Douglas Henshall narrates as fourteen strangers sign away five weeks of their lives to be judged by former military intelligence officers on a windswept Scottish estate. The recruits, who include a hairdresser, a midwife and a graduate student, face the same tests devised for Second World War saboteurs: silent killing classes at dawn, Morse code exams in dripping bothies, and a 36-hour escape-and-evasion exercise across the Cairngorms while hunted by dogs and local reservists. Anyone who rings the bell outside the mess tent can walk away; the instructors need only four bodies left standing.
Lieutenant Colonel Adrian Weale and Brigadier Nicky Moffat mark every stammered French accent, every missed dead-drop, every tremor in a recruit’s trigger finger. Military psychologist Mike Rennie logs micro-expressions that betray fear or ego; historian Rod Bailey reminds viewers that the real agents who passed here were parachuted into France with cyanide capsules sewn into their lapels. The series was shot on the Alvie and Dalraddy Estates where wartime trainees once learned to derail trains with plastic explosive, and inside Forglen House whose cellars doubled as a blacked-out interrogation centre.

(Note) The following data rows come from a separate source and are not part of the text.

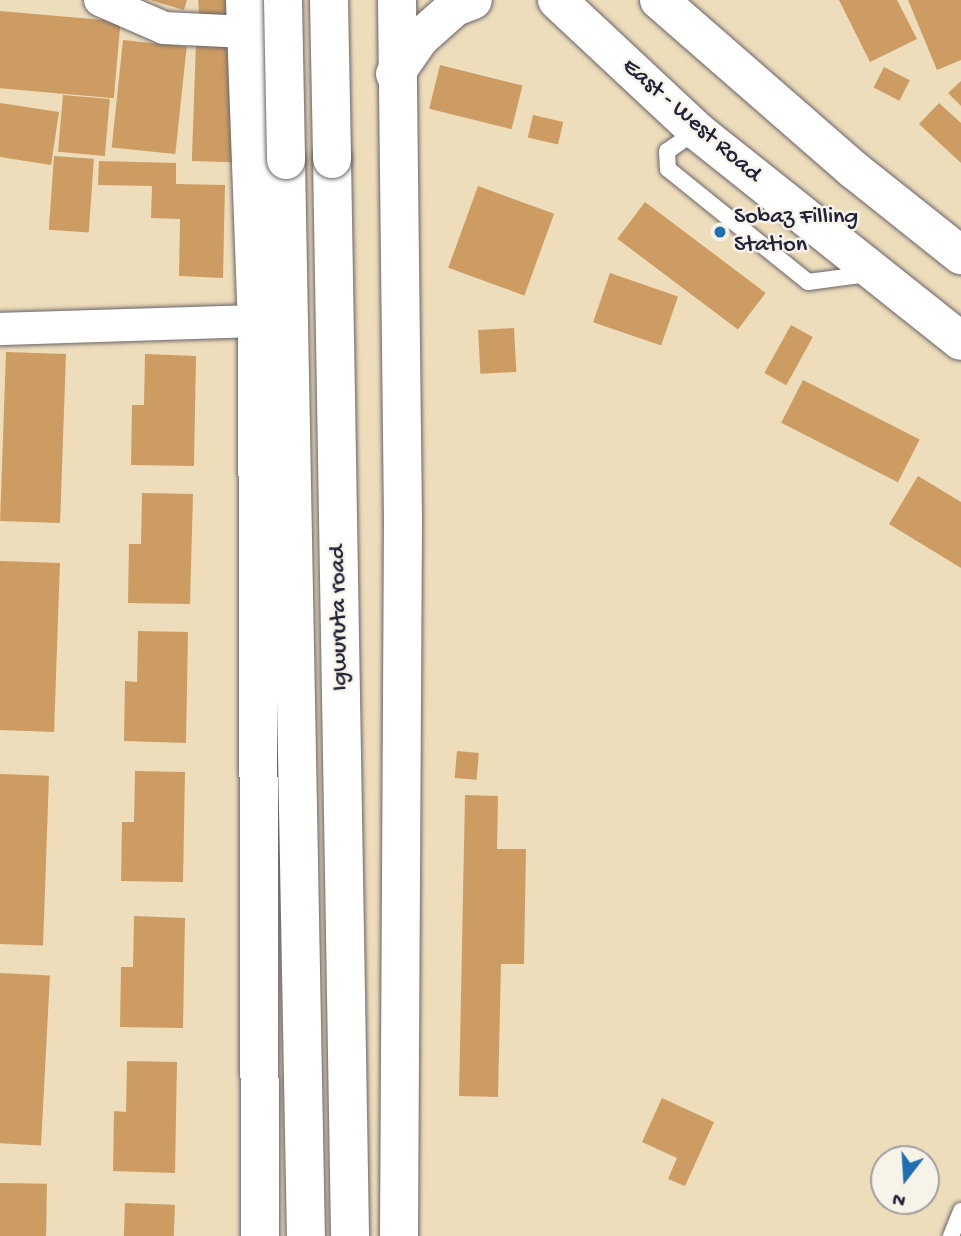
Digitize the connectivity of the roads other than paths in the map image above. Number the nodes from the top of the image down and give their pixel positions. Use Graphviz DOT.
graph roads {
  1 [pos="100,0"];
  2 [pos="283,0"];
  3 [pos="329,0"];
  4 [pos="397,0"];
  5 [pos="473,0"];
  6 [pos="557,0"];
  7 [pos="659,0"];
  8 [pos="246,16"];
  9 [pos="395,74"];
  10 [pos="961,255"];
  11 [pos="257,320"];
  12 [pos="0,329"];
  13 [pos="961,341"];
  14 [pos="961,1211"];
  15 [pos="260,1236"];
  16 [pos="306,1236"];
  17 [pos="350,1236"];
  18 [pos="399,1236"];
  19 [pos="951,1236"];
  1 -- 8 [label="street"];
  2 -- 16 [label="main road, Igwuruta road, bridge"];
  3 -- 17 [label="main road, Igwuruta road, bridge"];
  4 -- 9 [label="main road"];
  5 -- 9 [label="main road"];
  6 -- 13 [label="main road, East - West Road"];
  7 -- 10 [label="main road"];
  8 -- 11 [label="main road"];
  9 -- 18 [label="main road"];
  11 -- 12 [label="street"];
  11 -- 15 [label="main road"];
  14 -- 19 [label="lane"];
}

BBC Two debuted the five-parter in April 2018; Netflix released it globally the same week. Wall to Wall Media produced the 45-minute episodes without artifice: no immunity idols, no public vote, just the cold logic of wartime selection. By the final episode only five recruits remain to receive the forged papers of a dead French citizen and a single instruction: if captured, you have twenty-four hours to escape or die.